Exercise aim = Which of the lines below contain the string "every"? Copy each one.

Dataset entries:
——
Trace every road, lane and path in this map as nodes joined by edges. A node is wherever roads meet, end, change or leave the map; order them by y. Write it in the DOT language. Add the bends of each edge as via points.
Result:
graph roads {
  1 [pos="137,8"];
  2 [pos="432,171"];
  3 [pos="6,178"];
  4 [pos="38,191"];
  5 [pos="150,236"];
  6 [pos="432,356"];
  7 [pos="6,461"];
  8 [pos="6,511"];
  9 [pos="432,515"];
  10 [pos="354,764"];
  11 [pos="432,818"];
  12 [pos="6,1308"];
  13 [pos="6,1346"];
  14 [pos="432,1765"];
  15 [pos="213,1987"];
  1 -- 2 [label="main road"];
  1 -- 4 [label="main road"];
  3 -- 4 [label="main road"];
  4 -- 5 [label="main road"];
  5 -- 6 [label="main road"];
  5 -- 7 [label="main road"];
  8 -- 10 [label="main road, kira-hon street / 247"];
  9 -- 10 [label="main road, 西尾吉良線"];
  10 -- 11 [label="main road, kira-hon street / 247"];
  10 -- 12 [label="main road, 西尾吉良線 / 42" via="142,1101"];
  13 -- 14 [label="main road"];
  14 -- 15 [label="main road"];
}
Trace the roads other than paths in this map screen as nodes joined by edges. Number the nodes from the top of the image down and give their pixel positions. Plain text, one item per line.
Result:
——
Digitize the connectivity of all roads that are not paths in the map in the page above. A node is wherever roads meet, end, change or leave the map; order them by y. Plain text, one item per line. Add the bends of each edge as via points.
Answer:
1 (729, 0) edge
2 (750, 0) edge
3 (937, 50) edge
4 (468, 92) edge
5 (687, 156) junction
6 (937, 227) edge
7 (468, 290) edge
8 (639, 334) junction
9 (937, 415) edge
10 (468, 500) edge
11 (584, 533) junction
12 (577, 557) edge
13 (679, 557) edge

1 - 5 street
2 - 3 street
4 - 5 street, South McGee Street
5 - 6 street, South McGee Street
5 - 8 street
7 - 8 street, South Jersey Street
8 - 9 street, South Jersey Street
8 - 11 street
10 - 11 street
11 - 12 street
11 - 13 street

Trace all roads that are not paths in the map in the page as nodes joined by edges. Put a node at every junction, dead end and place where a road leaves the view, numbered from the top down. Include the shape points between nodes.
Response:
——
Solution for this problem =
Trace every road, lane and path in this map as nodes joined by edges. A node is wherever roads meet, end, change or leave the map; order them by y. Write it in the DOT language. Add the bends of each edge as via points.
Trace all roads that are not paths in the map in the page as nodes joined by edges. Put a node at every junction, dead end and place where a road leaves the view, numbered from the top down. Include the shape points between nodes.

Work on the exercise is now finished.